C# regex performance with whitespace is too slow


I'm using WinForms NET 2.0 in C#.

I have text files, of about 1000-1500 lines. Certain lines in them begin with 4 or more letter words and I have to add a colon to these words. Having whitespace at the beginning of these lines is optional, and the line can contain more text apart from those words. Here's an example:

    lda $00,x
    mov $20
    rep #$20
    tax
    lda #$0000,y
word
    ...         ; comment
  anotherword           ; this word has whitespace before it.

Also, if there already is a colon, it simply ignores them to prevent more from being added. Here is my code:

Regex R = new Regex(@"^\s*(?<word>[A-Za-z0-9_]{4,})", RegexOptions.Multiline); //keep the words stored in a group called word
MatchCollection M = R.Matches(txt); //let my text file string be "txt"

foreach (Match m in M)
{
    string mm = m.Groups["word"].Value;
    if (!Regex.IsMatch(txt, @"^\s*\b" + mm + @"\b:", RegexOptions.Multiline)) // if already a colon, return
        txt = Regex.Replace(txt, @"^\s*\b" + mm + @"\b", mm + ":", RegexOptions.Multiline);
}

It works and all, but the problem? It's far too slow. I do other operations in the text file, but I've confirmed they are quick and the problem lies in the two "\s*"'s in my regex above. When I remove them both, the search becomes 10x faster.

How could I fix this?


Solution

  • Alternate solution to @TimPietzcker's:

    result = Regex.Replace(subject, @"^(?>(\s*\w{4,}))(?!:)", "$1:", RegexOptions.Multiline);
    

    where (?>...) is an atomic grouping. When the regex engine enters an atomic grouping, it is not allowed to backtrack anywhere in the input this grouping has consumed.
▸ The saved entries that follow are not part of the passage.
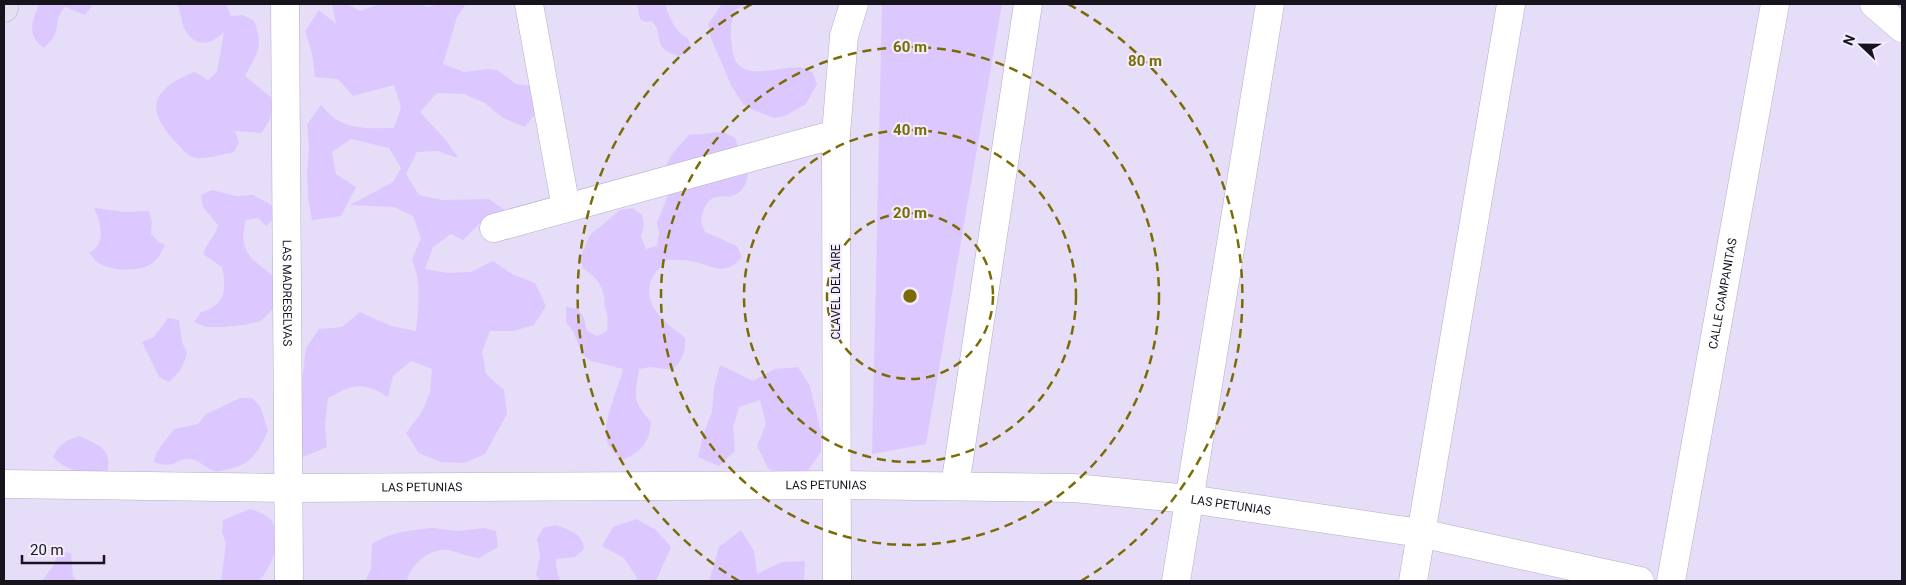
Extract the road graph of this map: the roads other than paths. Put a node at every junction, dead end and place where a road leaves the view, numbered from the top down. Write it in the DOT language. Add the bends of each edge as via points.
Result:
graph roads {
  1 [pos="4,4"];
  2 [pos="286,4"];
  3 [pos="529,4"];
  4 [pos="854,4"];
  5 [pos="1028,4"];
  6 [pos="1270,4"];
  7 [pos="1511,4"];
  8 [pos="1774,4"];
  9 [pos="1874,4"];
  10 [pos="4,8"];
  11 [pos="1902,28"];
  12 [pos="836,134"];
  13 [pos="566,208"];
  14 [pos="494,228"];
  15 [pos="4,484"];
  16 [pos="838,485"];
  17 [pos="955,486"];
  18 [pos="289,488"];
  19 [pos="1190,499"];
  20 [pos="1420,533"];
  21 [pos="289,581"];
  22 [pos="837,581"];
  23 [pos="1176,581"];
  24 [pos="1413,581"];
  25 [pos="1640,581"];
  26 [pos="1671,581"];
  1 -- 10 [label="main road"];
  2 -- 18 [label="street, LAS MADRESELVAS"];
  3 -- 13 [label="street"];
  4 -- 12 [label="street, CLAVEL DEL AIRE" via="844,36"];
  5 -- 17 [label="street"];
  6 -- 19 [label="street"];
  7 -- 20 [label="street"];
  8 -- 26 [label="street, CALLE CAMPANITAS"];
  9 -- 11 [label="street"];
  12 -- 13 [label="street"];
  12 -- 16 [label="street, CLAVEL DEL AIRE"];
  13 -- 14 [label="street"];
  15 -- 18 [label="street, LAS PETUNIAS"];
  16 -- 17 [label="street, LAS PETUNIAS"];
  16 -- 18 [label="street, LAS PETUNIAS"];
  16 -- 22 [label="street, CLAVEL DEL AIRE"];
  17 -- 19 [label="street, LAS PETUNIAS" via="1074,488"];
  18 -- 21 [label="street, LAS MADRESELVAS"];
  19 -- 20 [label="street, LAS PETUNIAS"];
  19 -- 23 [label="street"];
  20 -- 24 [label="street"];
  20 -- 25 [label="street, LAS PETUNIAS"];
}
    Now, why is this benefical? Consider a line:

                 ab3 #13 spaces, then a, b, 3
    

    If you do not use an atomic grouping, when the regex fails to match the 4th character in the second quantifier, it must backtrack to the character before a: but it is a space, it doesn't match. And so on until it reaches the character before the beginning of a line, where ^ doesn't match, only then declaring a failure (\s* can match an empty string).

    With an atomic grouping, the engine will not backtrack this way, which is a huge gain of performance, especially when you deal with large data.